CSVT in Children
Summarized by: Nadiv Hossain
Reviewed by: Elton Law, M.D.
Original publication details
Authors: Chiara Carducci, Giovanna Stefania Colafati, Lorenzo Figà‐Talamanca, Daniela Longo, Tommaso Lunardi, Francesco Randisi, Bruno Bernardi
DOI: https://doi.org/10.1007/s11547-016-0630-9
Reference: Carducci, C., Colafati, G. S., Figà-Talamanca, L., Longo, D., Lunardi, T., Randisi, F., & Bernardi, B. (2016). Cerebral sinovenous thrombosis (CSVT) in children: What the Pediatric Radiologists Need To Know. La Radiologia Medica, 121(5), 329–341.
Noncontrast CT
Findings
The “dense clot sign” (hyperattenuating thrombus in the partially or totally occluded sinus) is the only direct finding suggestive of thrombosis on unenhanced CT. If found, it warrants CT venography and/or MR venography
This sign is usually present in the acute/subacute phase, beyond which the clot becomes less dense
False positives can occur with this sign if the patient is hemo-concentrated with a high hematocrit level causing the blood in the sinus to appear more dense
Indirect signs include focal distension of dural venous compartment, hyperattenuation of internal cerebral veins, and hemorrhagic parenchymal infarction in the drainage area of obstructed vein/sinus
CT venography
Findings
“Empty delta sign” = central intraluminal thrombus with enhancing dura surrounding the non-enhancing thrombus
MR/MR venography
Findings and sequences
T1 post-contrast sequence: Filling defect in the sinus, similar to CT venography
Standard spin-echo sequences: Loss of the normal flow void secondary to thrombus
Variable signal intensity depending on the age of the thrombus
Acute stage
Thrombus predominantly isointense on T1W images and hypointense on T2W images.
Sub-acute stage
Thrombus is predominantly hyperintense on both T1W and T2W images.
Chronic stage (>15 days)
Incomplete recanalization of the sinus with the thrombus isointense on T1W images and isointense/hyperintense on T2W images.
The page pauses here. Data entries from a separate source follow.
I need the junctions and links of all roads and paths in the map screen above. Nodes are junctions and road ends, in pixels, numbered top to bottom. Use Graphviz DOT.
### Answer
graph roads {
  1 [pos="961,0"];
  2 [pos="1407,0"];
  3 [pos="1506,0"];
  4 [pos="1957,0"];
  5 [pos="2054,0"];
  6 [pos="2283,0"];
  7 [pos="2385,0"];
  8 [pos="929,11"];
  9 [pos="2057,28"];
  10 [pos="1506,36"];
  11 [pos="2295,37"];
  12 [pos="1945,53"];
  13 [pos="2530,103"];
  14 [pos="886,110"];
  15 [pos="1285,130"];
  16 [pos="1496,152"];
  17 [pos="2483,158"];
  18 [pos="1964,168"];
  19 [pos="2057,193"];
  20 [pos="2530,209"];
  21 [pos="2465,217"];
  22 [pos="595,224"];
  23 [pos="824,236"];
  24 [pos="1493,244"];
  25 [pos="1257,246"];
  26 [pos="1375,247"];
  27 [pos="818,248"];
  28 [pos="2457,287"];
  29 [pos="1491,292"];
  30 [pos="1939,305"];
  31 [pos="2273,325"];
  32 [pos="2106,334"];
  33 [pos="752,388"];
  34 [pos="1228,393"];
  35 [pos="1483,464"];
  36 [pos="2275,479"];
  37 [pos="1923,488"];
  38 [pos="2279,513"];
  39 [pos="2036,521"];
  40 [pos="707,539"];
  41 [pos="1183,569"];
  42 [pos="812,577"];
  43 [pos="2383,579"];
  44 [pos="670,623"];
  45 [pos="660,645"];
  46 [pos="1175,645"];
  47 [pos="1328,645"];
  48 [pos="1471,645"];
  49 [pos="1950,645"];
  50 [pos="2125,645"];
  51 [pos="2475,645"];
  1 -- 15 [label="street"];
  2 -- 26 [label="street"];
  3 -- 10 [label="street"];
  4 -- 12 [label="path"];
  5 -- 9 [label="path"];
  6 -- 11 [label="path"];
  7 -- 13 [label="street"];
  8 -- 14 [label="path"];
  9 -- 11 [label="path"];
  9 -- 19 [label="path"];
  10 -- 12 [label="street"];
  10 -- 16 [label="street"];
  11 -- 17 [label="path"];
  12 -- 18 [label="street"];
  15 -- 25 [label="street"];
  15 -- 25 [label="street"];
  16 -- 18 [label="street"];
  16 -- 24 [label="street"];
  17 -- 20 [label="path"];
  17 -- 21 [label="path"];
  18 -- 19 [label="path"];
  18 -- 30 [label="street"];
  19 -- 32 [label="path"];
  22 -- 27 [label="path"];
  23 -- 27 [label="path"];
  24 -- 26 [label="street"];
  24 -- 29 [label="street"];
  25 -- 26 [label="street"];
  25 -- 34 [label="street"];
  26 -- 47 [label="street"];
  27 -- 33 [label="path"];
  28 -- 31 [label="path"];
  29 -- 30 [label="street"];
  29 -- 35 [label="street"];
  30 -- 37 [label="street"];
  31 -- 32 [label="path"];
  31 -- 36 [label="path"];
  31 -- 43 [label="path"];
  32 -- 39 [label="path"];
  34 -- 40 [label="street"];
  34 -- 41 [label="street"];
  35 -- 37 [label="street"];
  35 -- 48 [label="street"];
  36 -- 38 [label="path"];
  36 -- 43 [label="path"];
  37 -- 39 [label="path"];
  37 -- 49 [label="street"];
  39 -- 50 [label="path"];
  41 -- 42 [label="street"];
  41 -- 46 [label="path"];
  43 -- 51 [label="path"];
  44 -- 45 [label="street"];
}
Time of flight and phase contrast sequences: Cannot replace post-contrast sequence due to false negatives. They can be useful in the chronic stage to evaluate for patency.
DWI sequences: Evaluation for possible ischemia that can occur with CVST
MRA and MR perfusion are not routinely done for CVST
Mimics of CSVT
Congenital dominant transverse sinus with hypoplasia of the non-dominant sinus
Absent frontal superior sagittal sinus
Arachnoid granulations (typically round, short segment filling defects seen on CT/MR venography)
Venous sinus septation (fibrotic linear bands)
Citation
Carducci, C., Colafati, G. S., Figà-Talamanca, L., Longo, D., Lunardi, T., Randisi, F., & Bernardi, B. (2016). Cerebral sinovenous thrombosis (CSVT) in children: What the Pediatric Radiologists Need To Know. La Radiologia Medica, 121(5), 329–341. https://doi.org/10.1007/s11547-016-0630-9.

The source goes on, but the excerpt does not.